Для своих приверженцев он – Каим, мессия, гениальный вождь преследуемого меньшинства. Он родом из Джома, священного города шиитов на краю пустыни. Его предки были верующими двенадцатью шиитами. Сам же он примкнул к исмаилитам. Большую часть жизни он провел в противостоянии сверхдержаве суннитов, вездесущего султана сельджуков Меликшаха, чья империя простирается от Сирии до Восточного Туркестана. Всегда в меньшинстве, уступая в живой силе и оружии, Хасан ибн Саббах разработал собственную военную стратегию, ранее не существовавшую.
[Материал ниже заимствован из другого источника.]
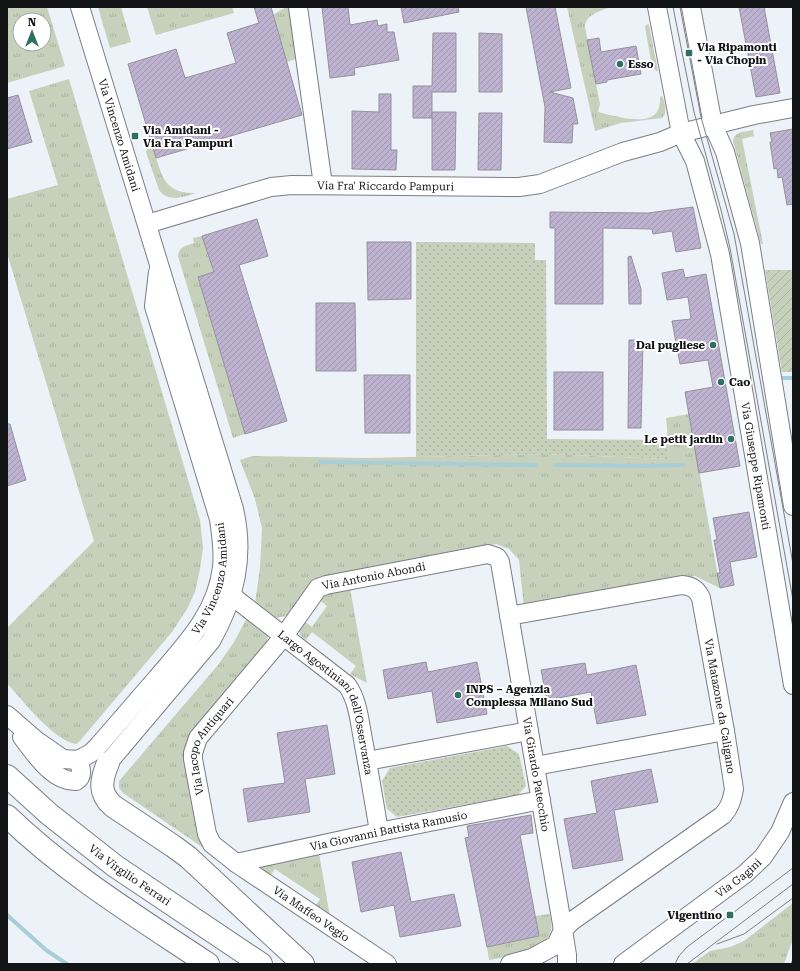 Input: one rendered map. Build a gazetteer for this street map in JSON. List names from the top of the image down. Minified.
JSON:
{"streets":{"main road":["Via Virgilio Ferrari"],"street":["Via Vincenzo Amidani","Via Fra' Riccardo Pampuri","Via Giuseppe Ripamonti","Via Antonio Abondi","Largo Agostiniani dell'Osservanza","Via Matazone da Caligano","Via Iacopo Antiquari","Via Girardo Patecchio","Via Giovanni Battista Ramusio","Via Gagini","Via Maffeo Vegio"]},"crossings":[["Via Vincenzo Amidani","Via Fra' Riccardo Pampuri"],["Via Vincenzo Amidani","Largo Agostiniani dell'Osservanza"],["Via Fra' Riccardo Pampuri","Via Giuseppe Ripamonti"],["Via Antonio Abondi","Largo Agostiniani dell'Osservanza"],["Via Antonio Abondi","Via Iacopo Antiquari"],["Via Antonio Abondi","Via Girardo Patecchio"],["Largo Agostiniani dell'Osservanza","Via Iacopo Antiquari"],["Largo Agostiniani dell'Osservanza","Via Giovanni Battista Ramusio"],["Via Matazone da Caligano","Via Girardo Patecchio"],["Via Iacopo Antiquari","Via Giovanni Battista Ramusio"],["Via Iacopo Antiquari","Via Maffeo Vegio"],["Via Girardo Patecchio","Via Giovanni Battista Ramusio"],["Via Giovanni Battista Ramusio","Via Maffeo Vegio"]],"places":{"transit":["Via Ripamonti - Via Chopin","Via Amidani - Via Fra Pampuri","Vigentino"],"other":["Esso","Dal pugliese","Cao","Le petit jardin","INPS – Agenzia Complessa Milano Sud"]},"north":"top"}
‑ Расскажи мне побольше об этом мессии.
‑ Во время своего обучения в Нишапуре он изучал правоведение и заключил необычный договор со своими близкими друзьями, двумя студентами. В договоре было сказано: «Кому благоволит счастье, должен помочь другим обоим сделать карьеру».
Самый старший из троих друзей стал большим государственным мркем на службе у сельджуков. Он получил почетный титул назымульмулька, канцлера империи, и был богат и почитаем при двух султанах.
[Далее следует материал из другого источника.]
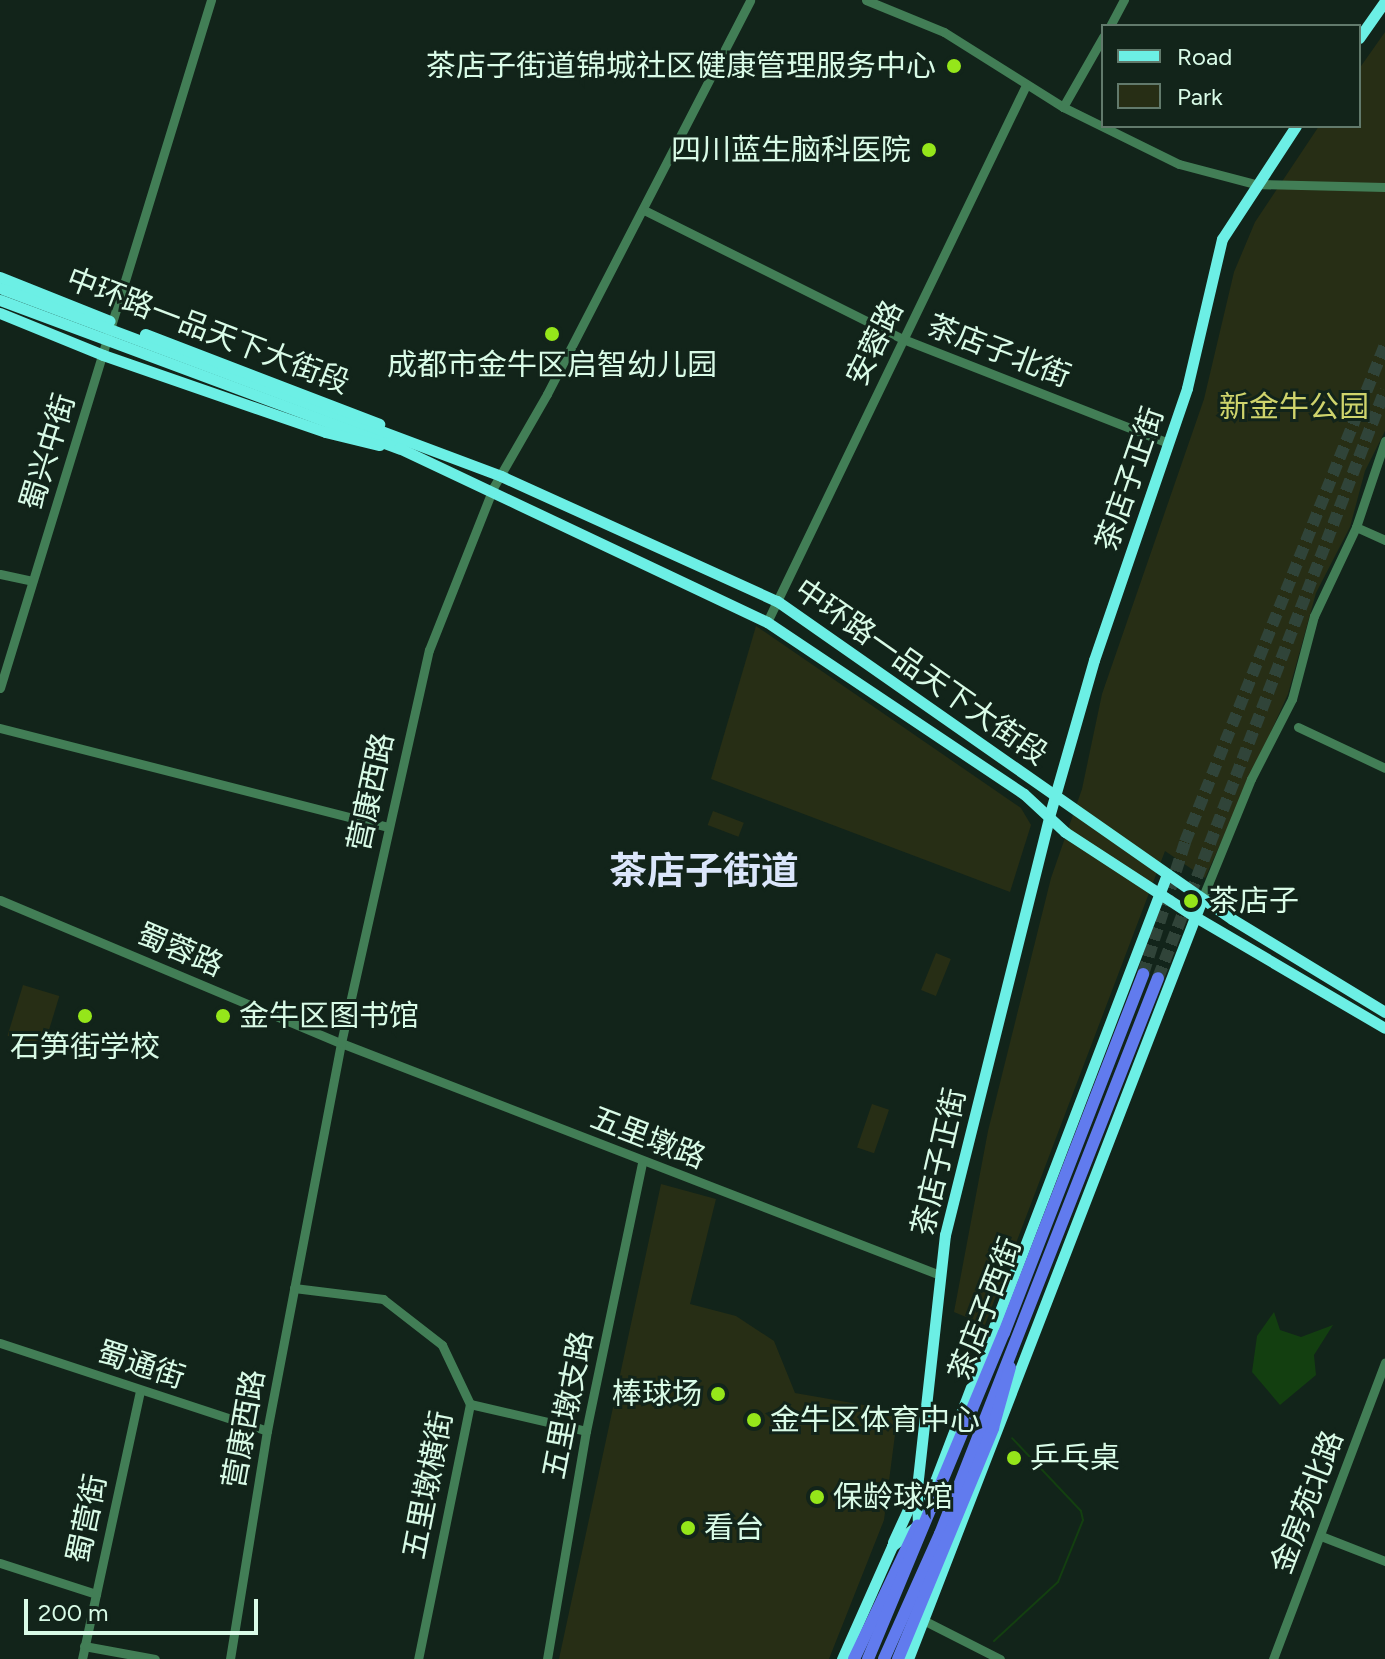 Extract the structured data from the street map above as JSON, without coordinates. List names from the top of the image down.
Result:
{
  "streets": {
    "highway": ["茶店子西街"],
    "main road": ["中环路一品天下大街段", "茶店子正街"],
    "street": [
      "安蓉路",
      "茶店子北街",
      "蜀兴中街",
      "营康西路",
      "蜀蓉路",
      "五里墩路",
      "蜀通街",
      "五里墩支路",
      "五里墩横街",
      "金房苑北路",
      "蜀营街"
    ]
  },
  "crossings": [
    ["中环路一品天下大街段", "安蓉路"],
    ["中环路一品天下大街段", "蜀兴中街"],
    ["中环路一品天下大街段", "茶店子正街"],
    ["中环路一品天下大街段", "营康西路"],
    ["安蓉路", "茶店子北街"],
    ["茶店子北街", "茶店子正街"],
    ["茶店子北街", "营康西路"],
    ["茶店子正街", "五里墩路"],
    ["茶店子正街", "茶店子西街"],
    ["营康西路", "蜀蓉路"],
    ["营康西路", "五里墩路"],
    ["营康西路", "蜀通街"],
    ["营康西路", "五里墩横街"],
    ["蜀蓉路", "五里墩路"],
    ["五里墩路", "五里墩支路"],
    ["蜀通街", "蜀营街"]
  ],
  "districts": ["茶店子街道"],
  "parks": ["新金牛公园"],
  "places": [
    "茶店子街道锦城社区健康管理服务中心",
    "四川蓝生脑科医院",
    "成都市金牛区启智幼儿园",
    "茶店子",
    "石笋街学校",
    "金牛区图书馆",
    "棒球场",
    "金牛区体育中心",
    "乒乓桌",
    "保龄球馆",
    "看台"
  ],
  "legend": ["Road", "Park"],
  "scale_bar": "200 m"
}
Другой, Омар Хайям, прославился как поэт и ученый. Назымульмульк назначил его начальником обсерватории. Омар исправил по поручению султана календарь, он создавал научные труды и писал удивительно прекрасные стихи: «Что стоит сон, когда благоухают розы, влюбленные?»
И тогда Хасан напомнил назымульмульку о его обещании. Он был представлен при дворе и наделен высокооплачиваемыми должностями. Но у Хасана имелись другие цели. Под маской верноподданнического рвения он изучал своих будущих врагов в непосредственной близости. При этом он вел такие провокационные речи, что друг предупредил его: «Ты играешь своей жизнью». Говорят, Хасан ответил ему: «Мне нужны только два верных последователя, не боящихся смерти, и дни турецких псов сочтены».
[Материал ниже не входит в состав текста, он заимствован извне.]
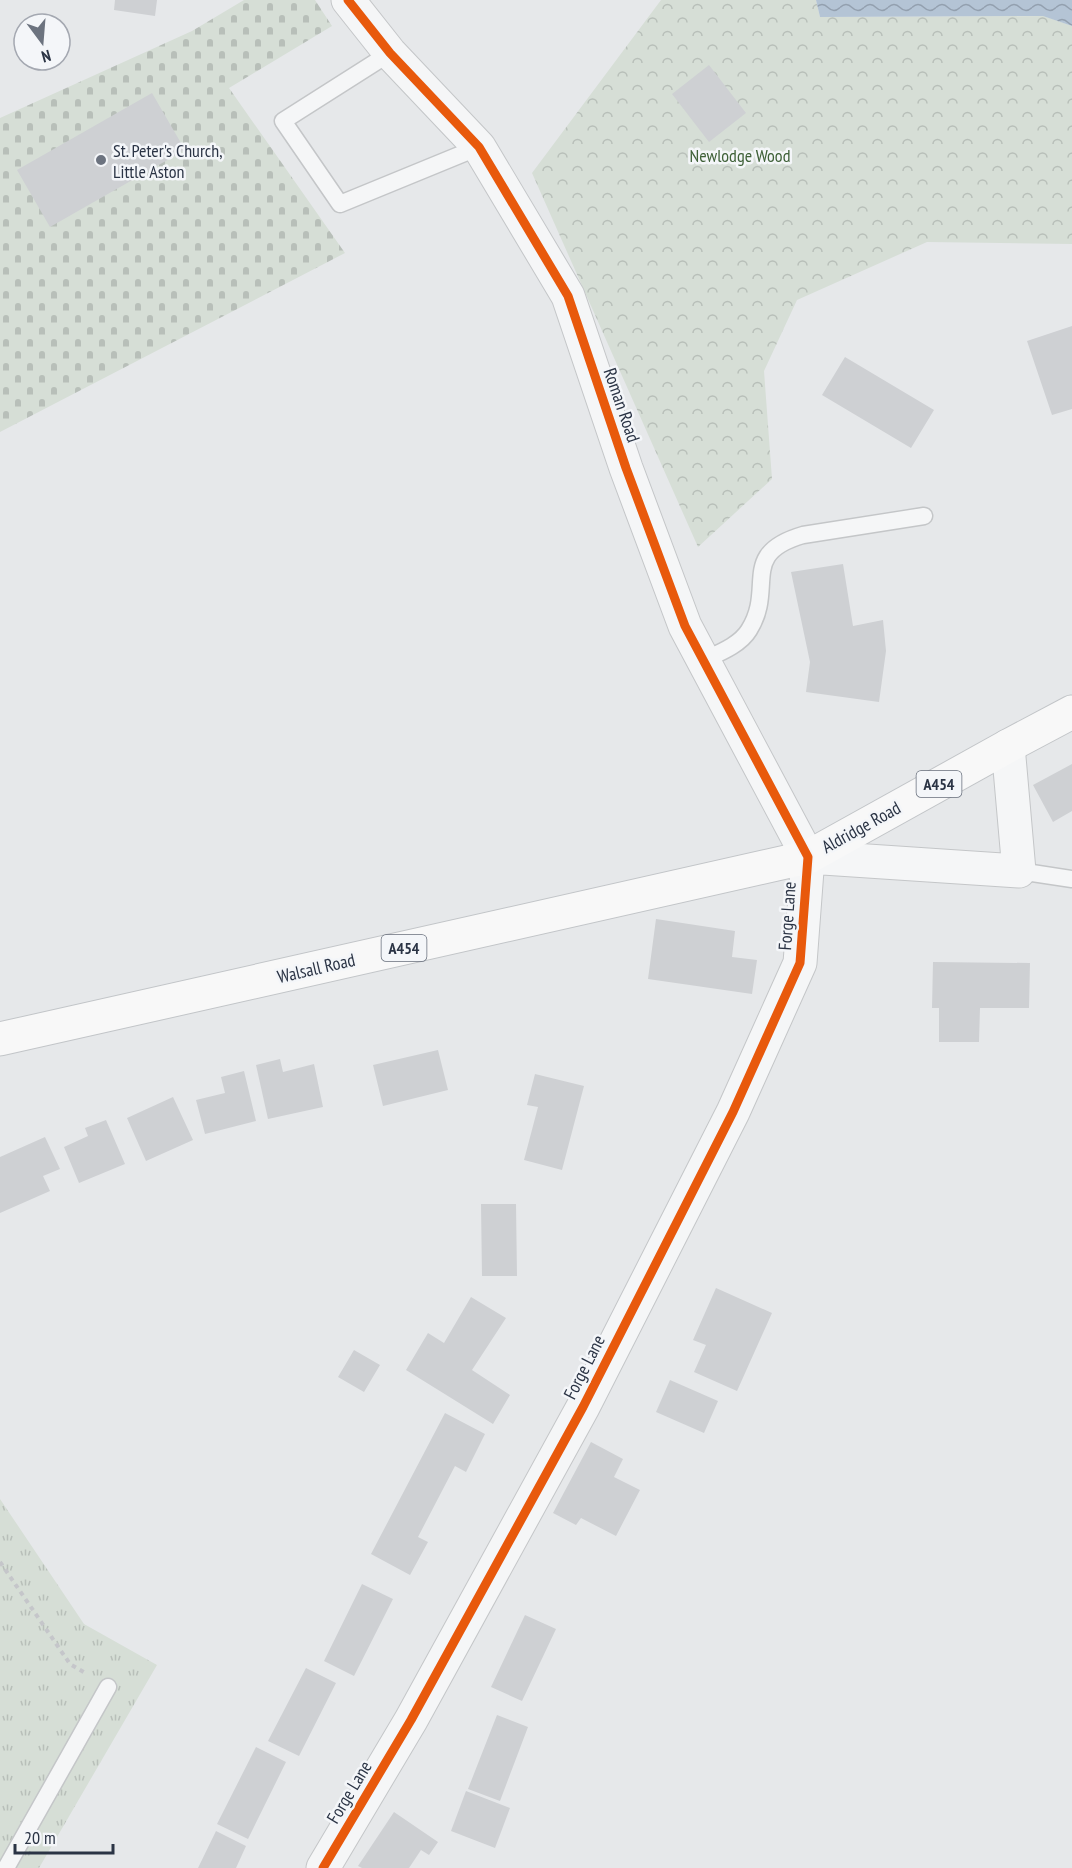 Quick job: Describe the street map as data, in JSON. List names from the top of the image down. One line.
{"streets":{"main road":["A454","Aldridge Road","Walsall Road"],"street":["Roman Road","Forge Lane"]},"crossings":[["Roman Road","Aldridge Road"],["Roman Road","Forge Lane"],["Roman Road","Walsall Road"],["Aldridge Road","Forge Lane"],["Aldridge Road","Walsall Road"],["Forge Lane","Walsall Road"]],"parks":["Newlodge Wood"],"places":["St. Peter's Church, Little Aston"],"scale_bar":"20 m","north":"bottom"}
Хасан отправился в Каир, в оплот исмаилитов, чью веру он принял. Три года он провел в подвластной области халифа Мустанзира. Халифат фатимидов с исмаилитскими корнями был для него родиной истинной веры, плацдармом против иноземного господства турецких сельджуков и ненавистного суннитского халифата Аббасидов в Багдаде. Только здесь, в Каире, еще существовал неподдельный ислам, который восходит к самому пророку по прямой линии наследования. Насколько важен Хасану правоверный порядок наследования, проявилось в споре за халифат. Этот спор разбил исмаилитов на два лагеря. Хасан встал на сторону старшего принца Низара и сделался тем самым предводителем приверженцев Низара. Низариты, более известные как ассасины.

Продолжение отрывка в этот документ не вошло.